Разговор с отцом Саша откладывал день ото дня, всем существом понимая, что тот будет решающим в его жизни, так как скоро выпускные экзамены и куда-то надо поступать. Наконец, в одно из воскресений, когда отец позволял себе полноценный отдых, а мать ушла с утра в церковь, Орлов-младший подошел к отцу. Тот смотрел на экран телевизора, где скрипучим голосом, наверное, сам себе не веря, а может, строго по инструкции, выдавал информацию политический обозреватель Юрий Жуков.

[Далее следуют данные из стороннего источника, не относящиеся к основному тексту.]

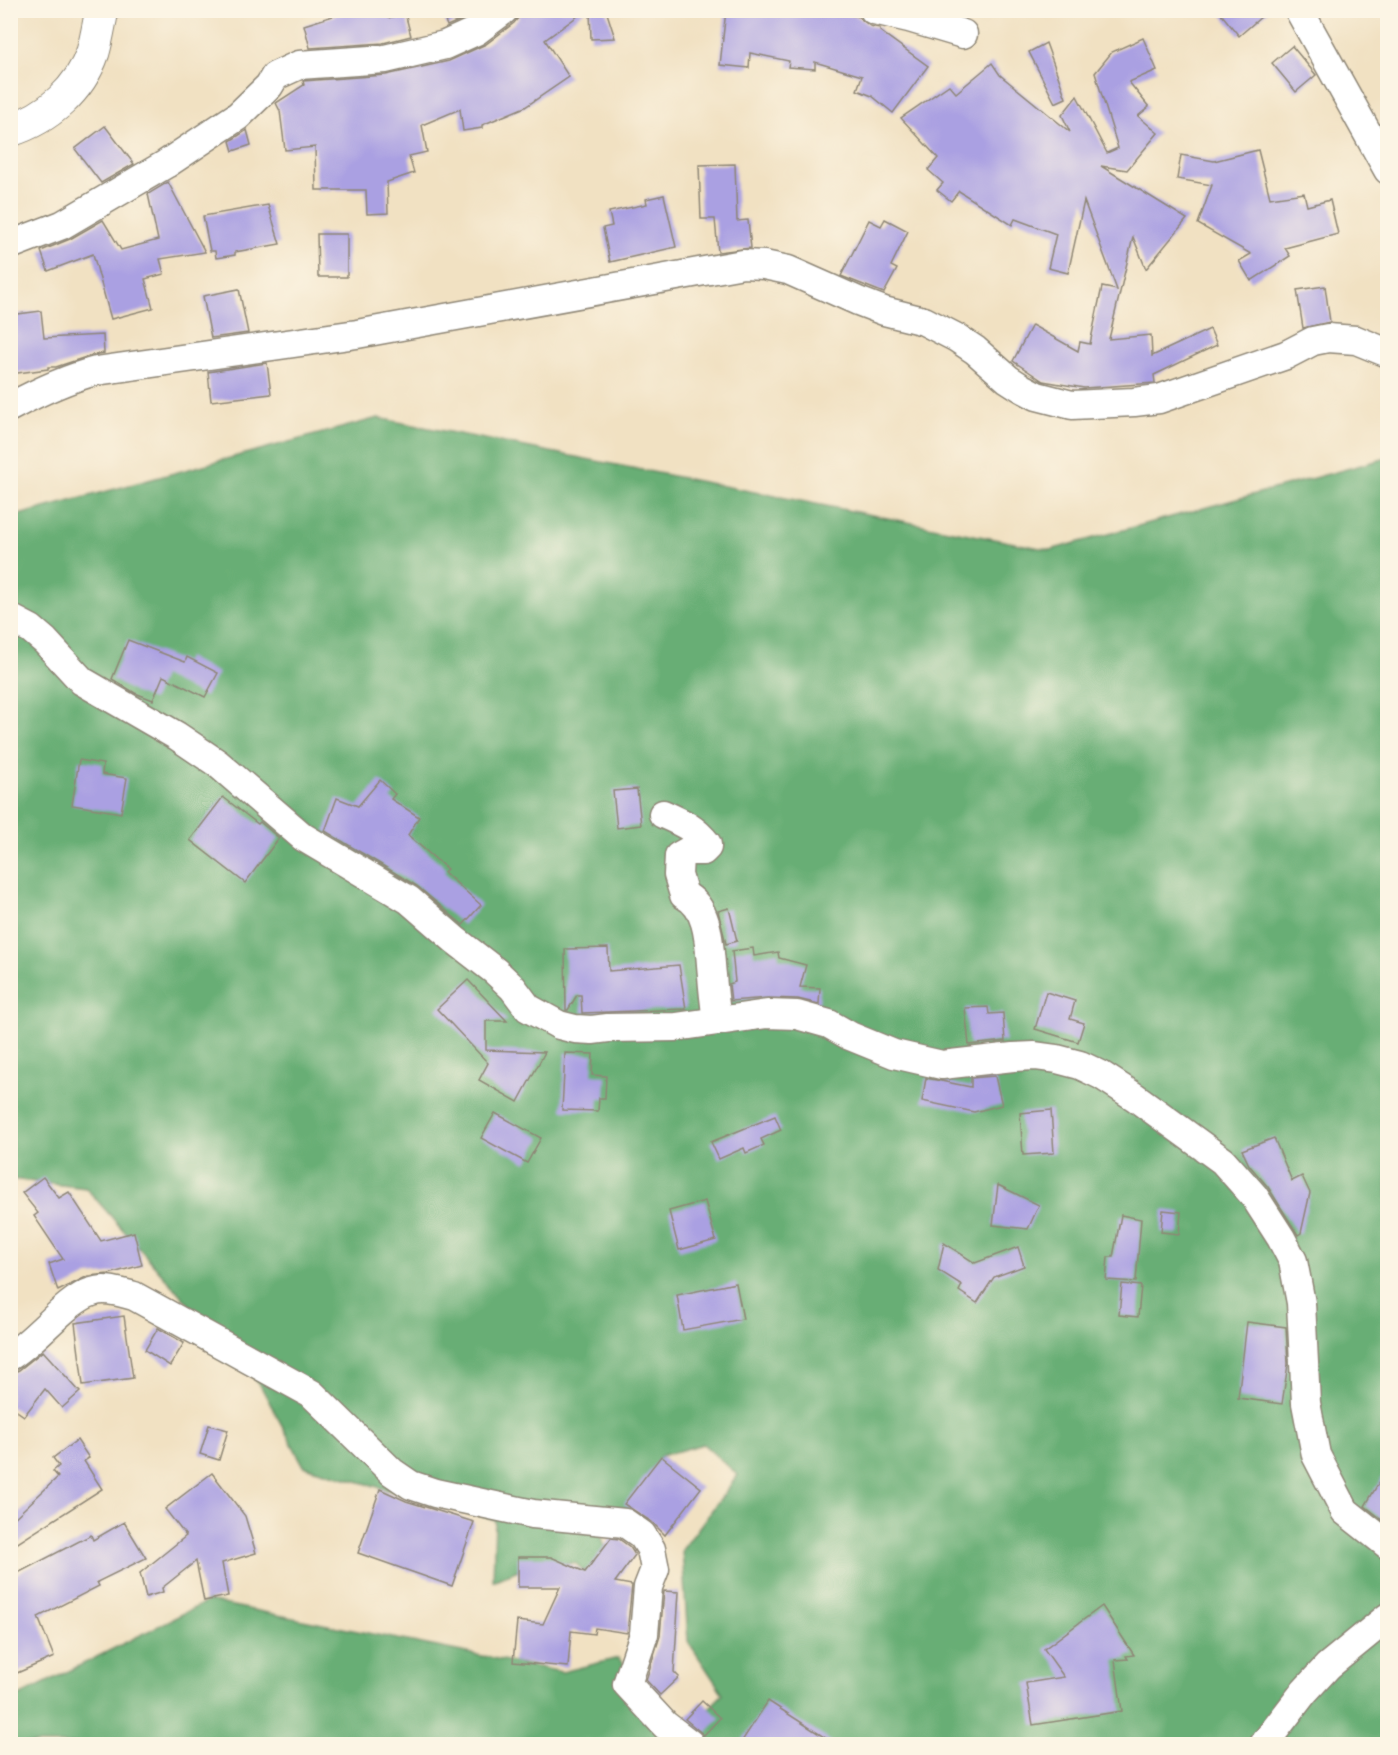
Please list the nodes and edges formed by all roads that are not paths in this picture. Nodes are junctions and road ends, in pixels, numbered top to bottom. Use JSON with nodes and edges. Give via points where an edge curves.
{"nodes":[{"id":1,"x":102,"y":10,"type":"edge"},
{"id":2,"x":504,"y":10,"type":"edge"},
{"id":3,"x":874,"y":10,"type":"edge"},
{"id":4,"x":1299,"y":10,"type":"edge"},
{"id":5,"x":963,"y":34,"type":"dead end"},
{"id":6,"x":10,"y":130,"type":"edge"},
{"id":7,"x":1388,"y":170,"type":"edge"},
{"id":8,"x":10,"y":245,"type":"edge"},
{"id":9,"x":1388,"y":353,"type":"edge"},
{"id":10,"x":10,"y":407,"type":"edge"},
{"id":11,"x":10,"y":618,"type":"edge"},
{"id":12,"x":663,"y":814,"type":"dead end"},
{"id":13,"x":717,"y":1021,"type":"junction"},
{"id":14,"x":10,"y":1356,"type":"edge"},
{"id":15,"x":1388,"y":1545,"type":"edge"},
{"id":16,"x":1388,"y":1617,"type":"edge"},
{"id":17,"x":690,"y":1744,"type":"edge"},
{"id":18,"x":1264,"y":1744,"type":"edge"}],
"edges":[{"from":1,"to":6,"type":"main road","via":[[92,54],[75,85],[51,110]]},
{"from":2,"to":8,"type":"street","via":[[476,31],[445,45],[385,59],[299,65],[275,76],[238,116],[157,170],[62,225]]},
{"from":3,"to":5,"type":"street"},
{"from":4,"to":7,"type":"street"},
{"from":9,"to":10,"type":"street","via":[[1356,340],[1328,338],[1159,399],[1072,405],[1022,388],[975,350],[924,321],[884,311],[788,270],[743,264],[357,334],[96,371],[44,389]]},
{"from":11,"to":13,"type":"street","via":[[45,641],[82,681],[177,736],[217,763],[303,837],[409,900],[495,971],[528,1008],[548,1020],[592,1030],[676,1027]]},
{"from":12,"to":13,"type":"street","via":[[698,832],[707,844],[703,851],[688,851],[679,856],[678,875],[684,895],[700,910],[707,932]]},
{"from":13,"to":15,"type":"street","via":[[766,1014],[797,1015],[829,1024],[894,1054],[942,1065],[1035,1056],[1080,1065],[1101,1075],[1223,1161],[1268,1215],[1293,1261],[1302,1303],[1306,1403],[1316,1455],[1345,1511]]},
{"from":14,"to":17,"type":"street","via":[[74,1302],[93,1291],[134,1296],[312,1394],[392,1472],[411,1485],[533,1514],[625,1523],[642,1535],[651,1549],[655,1569],[648,1587],[644,1634],[627,1684],[665,1725]]},
{"from":16,"to":18,"type":"street","via":[[1328,1666]]}]}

— Врет с открытыми глазами, — усмехнулся отец. — Ты знаешь, лежит у нас с аппендицитом один белорус, случайно попавший в наши края. Так он с русского на белорусский перевел: «Гутарка политишного глядача Юрия Жукава» — «Беседа политического обозревателя Юрия Жукова». Смешно и правдиво, в точку попал. Хотя и там, — отец махнул рукой, — за кордоном, тоже всей правды никогда не скажут. Борьба Запада и Востока сегодня начинается с пропаганды, но имеет свою потайную, из глубины веков цель. Запад боится мощи России и в то же время из века в век пытается ее покорить… Если, Саша, я скажу тебе что-то такое, что идет вразрез с нашей пропагандой и идеологией, язык попридержи. Советская система — это гнилая система, хотя бы потому, что думаем одно, говорим другое, а делаем третье.

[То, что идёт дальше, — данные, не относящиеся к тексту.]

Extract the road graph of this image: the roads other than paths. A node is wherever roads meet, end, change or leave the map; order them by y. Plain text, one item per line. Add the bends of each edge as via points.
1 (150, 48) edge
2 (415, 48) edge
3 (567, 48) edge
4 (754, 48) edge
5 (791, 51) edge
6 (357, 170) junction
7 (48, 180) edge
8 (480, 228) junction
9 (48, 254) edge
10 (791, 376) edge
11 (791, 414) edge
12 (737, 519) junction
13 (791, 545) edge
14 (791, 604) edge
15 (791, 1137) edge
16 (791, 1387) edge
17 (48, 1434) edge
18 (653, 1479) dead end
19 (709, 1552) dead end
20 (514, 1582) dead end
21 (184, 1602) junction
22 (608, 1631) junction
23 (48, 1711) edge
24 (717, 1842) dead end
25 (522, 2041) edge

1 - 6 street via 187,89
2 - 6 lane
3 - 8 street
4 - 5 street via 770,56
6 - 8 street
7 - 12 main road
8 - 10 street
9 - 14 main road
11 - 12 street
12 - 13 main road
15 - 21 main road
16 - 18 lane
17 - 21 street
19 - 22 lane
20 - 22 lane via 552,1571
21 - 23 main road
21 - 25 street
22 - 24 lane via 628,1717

— Отец, а как же узники совести, диссиденты? Те же Сахаров, Солженицын режут правду-матку по «Голосам» и ничего не боятся, сидят в лагерях, в ссылках. Значит, есть и честные люди с одной моралью — чести и правды?

— Да, сын. Вырос ты у меня. Все не так просто. В этом мире все взаимосвязано. Ну ладно, поговорим сейчас.

Отец вышел из комнаты и через минуту вернулся с бутылкой армянского коньяка и двумя пузатыми рюмками. Саша с удивлением смотрел, как он наливает вторую рюмку.

— Пьешь часто? — спросил Орлов-старший, подавая сыну коньяк.

— Да так, иногда. Редко, в общем, — ответил Саня.

— Пить надо уметь. Выпивать и ум не терять. В нашей стране сплошной грамотности и алкоголизма это очень большой плюс, — с этими словами отец медленно выпил свой коньяк.

Александр последовал его примеру. Отец закурил свою любимую «Яву».

— Сахаров, Солженицын, говоришь? Правду о чем они режут? О чем знает вся страна? Архипелаг ГУЛАГ — большой же мне открыли секрет! — Орлов-старший горько усмехнулся. — Сахаров на спецобеспечении и спецокладе сделал водородную бомбу, а потом только понял, что эта бомба может наворочать. Глупый, да? Нет, он не глупый и не глупа его женушка-еврейка, у которой детишки за кордоном и которая сподобила своего академика работать на Запад и сионистов Израиля… Да, сын, сидят, наверное, в лагерях и настоящие патриоты, но на них Западу глубоко наплевать, ведь это истинные его враги. Запад делает ставку на оборотней-авторитетов типа Сахарова, Солженицына с тем, чтобы разрушить великую державу, подрывая ее изнутри.